PROBLEM STATEMENT: Beginning at the line that contains "Digitize the connectivity" and ending at the last line of the entries, write out each line exactly; include nothing outside that span.

Items from a data source:
# # # #

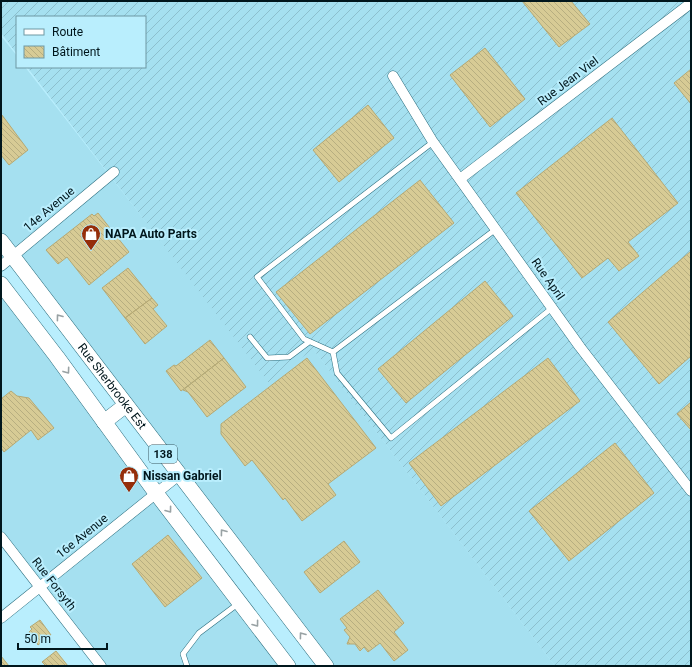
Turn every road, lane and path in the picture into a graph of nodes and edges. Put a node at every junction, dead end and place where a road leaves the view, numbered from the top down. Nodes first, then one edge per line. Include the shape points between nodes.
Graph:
1 (691, 3) edge
2 (393, 76) dead end
3 (433, 142) junction
4 (114, 172) dead end
5 (460, 179) junction
6 (496, 229) junction
7 (1, 241) edge
8 (13, 257) junction
9 (1, 266) edge
10 (1, 284) edge
11 (552, 308) junction
12 (250, 337) dead end
13 (77, 341) junction
14 (309, 342) junction
15 (333, 352) junction
16 (57, 357) junction
17 (126, 405) junction
18 (104, 422) junction
19 (180, 475) junction
20 (691, 491) edge
21 (156, 493) junction
22 (1, 537) edge
23 (40, 586) junction
24 (239, 602) junction
25 (1, 618) edge
26 (101, 666) edge
27 (187, 666) edge
28 (288, 666) edge
29 (326, 666) edge

1 - 5 street, Rue Jean Viel
2 - 3 street, Rue April
3 - 5 street, Rue April
3 - 14 lane via 256,277
4 - 8 street, 14e Avenue
5 - 6 street, Rue April
6 - 11 street, Rue April
6 - 15 lane
7 - 8 main road, Rue Sherbrooke Est / 138
8 - 9 street, 14e Avenue
13 -> 8 main road, Rue Sherbrooke Est / 138
10 - 16 main road, 138
11 - 15 lane via 391,438 337,373
11 - 20 street, Rue April
12 - 14 lane via 267,358 289,357
13 - 16 main road
13 - 17 main road, Rue Sherbrooke Est / 138
14 - 15 lane
16 -> 18 main road, 138
17 - 18 main road
17 - 19 main road, Rue Sherbrooke Est / 138
18 - 21 main road, 138
19 - 21 street, 16e Avenue
29 -> 19 main road, Rue Sherbrooke Est / 138
21 - 23 street, 16e Avenue
21 -> 24 main road, 138
22 - 23 street, Rue Forsyth
23 - 25 street, 16e Avenue
23 - 26 street, Rue Forsyth
24 - 27 lane via 199,633 183,654
24 -> 28 main road, 138

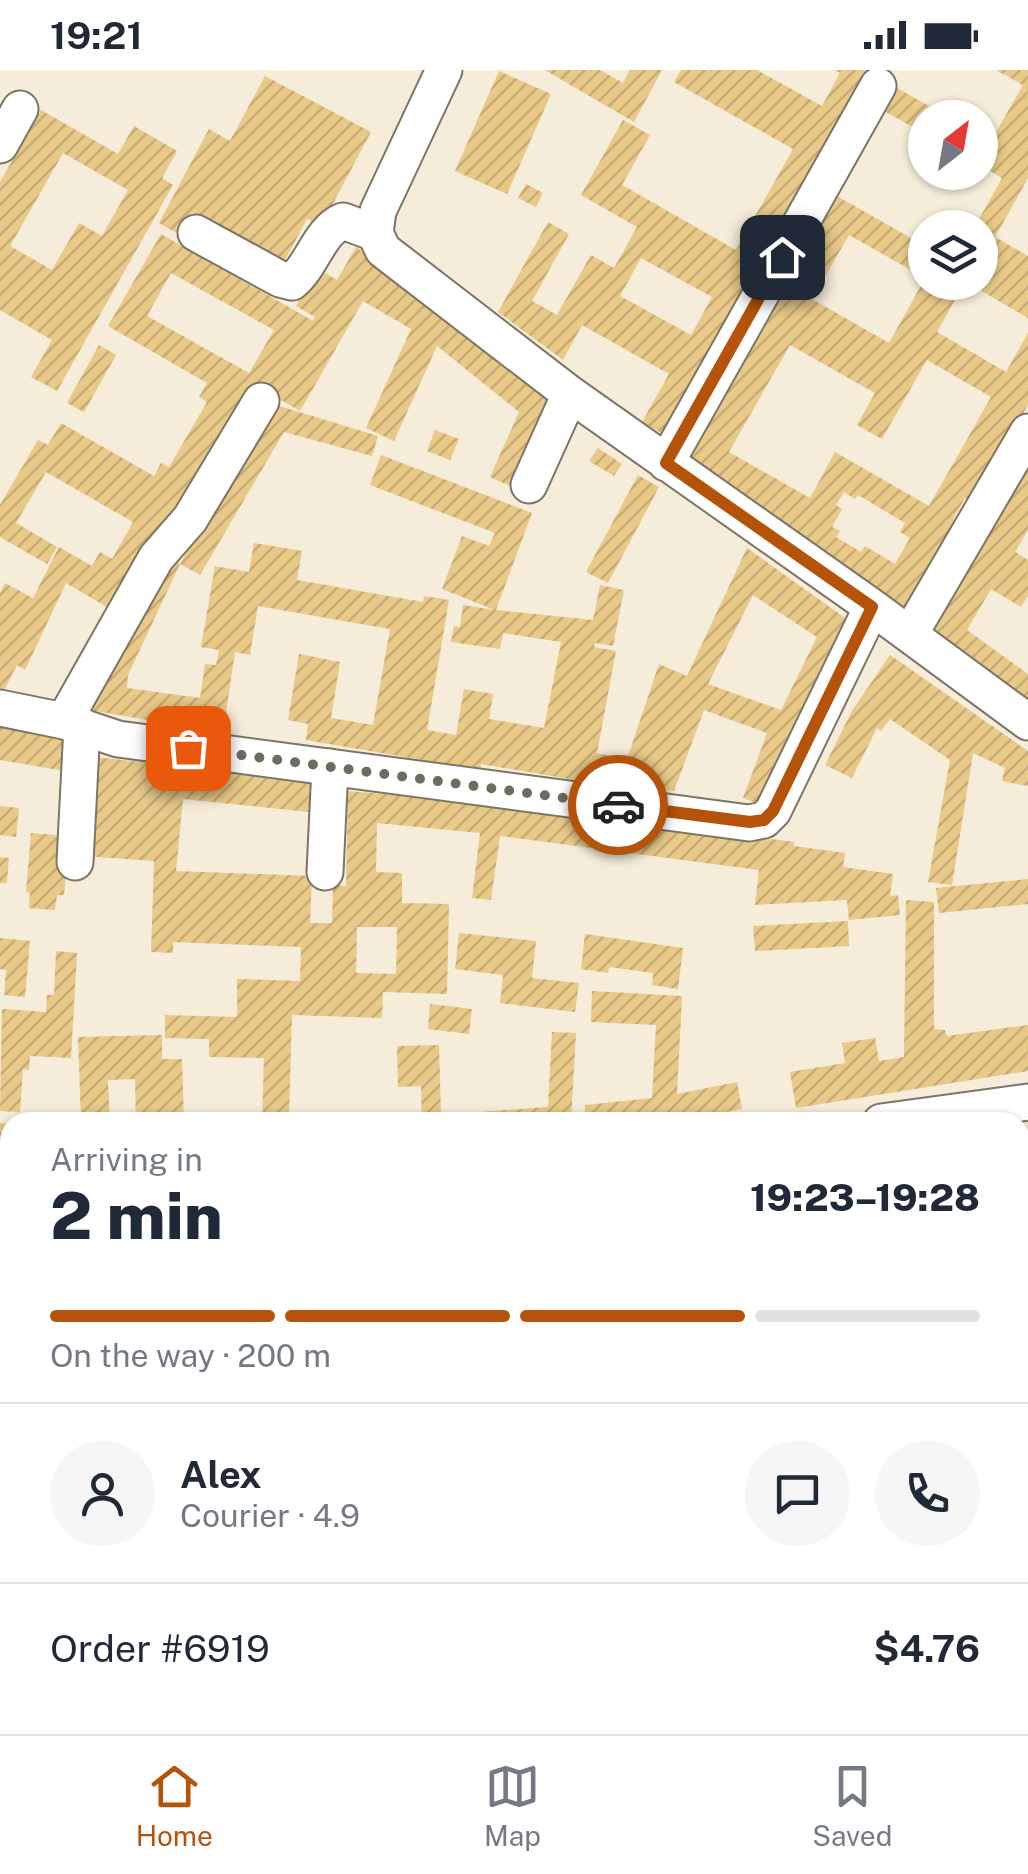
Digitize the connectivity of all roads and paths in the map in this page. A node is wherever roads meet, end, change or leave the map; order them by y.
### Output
1 (444, 70) edge
2 (878, 86) dead end
3 (20, 108) dead end
4 (0, 145) edge
5 (196, 233) dead end
6 (375, 233) junction
7 (570, 394) junction
8 (261, 401) dead end
9 (1028, 432) edge
10 (666, 463) junction
11 (529, 485) dead end
12 (872, 607) junction
13 (910, 634) junction
14 (0, 708) edge
15 (1028, 722) edge
16 (73, 724) junction
17 (330, 767) junction
18 (75, 862) dead end
19 (325, 872) dead end
20 (1028, 1102) edge
21 (954, 1112) edge

1 - 6 street
2 - 10 street
3 - 4 street
5 - 6 street
6 - 7 street
7 - 10 street
7 - 11 street
8 - 16 street
9 - 13 street
10 - 12 street
12 - 13 street
12 - 17 street
13 - 15 street
14 - 16 street
16 - 17 street
16 - 18 street
17 - 19 street
20 - 21 street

# # # #

OUTPUT FOR THIS TASK:
Digitize the connectivity of all roads and paths in the map in this page. A node is wherever roads meet, end, change or leave the map; order them by y.
### Output
1 (444, 70) edge
2 (878, 86) dead end
3 (20, 108) dead end
4 (0, 145) edge
5 (196, 233) dead end
6 (375, 233) junction
7 (570, 394) junction
8 (261, 401) dead end
9 (1028, 432) edge
10 (666, 463) junction
11 (529, 485) dead end
12 (872, 607) junction
13 (910, 634) junction
14 (0, 708) edge
15 (1028, 722) edge
16 (73, 724) junction
17 (330, 767) junction
18 (75, 862) dead end
19 (325, 872) dead end
20 (1028, 1102) edge
21 (954, 1112) edge

1 - 6 street
2 - 10 street
3 - 4 street
5 - 6 street
6 - 7 street
7 - 10 street
7 - 11 street
8 - 16 street
9 - 13 street
10 - 12 street
12 - 13 street
12 - 17 street
13 - 15 street
14 - 16 street
16 - 17 street
16 - 18 street
17 - 19 street
20 - 21 street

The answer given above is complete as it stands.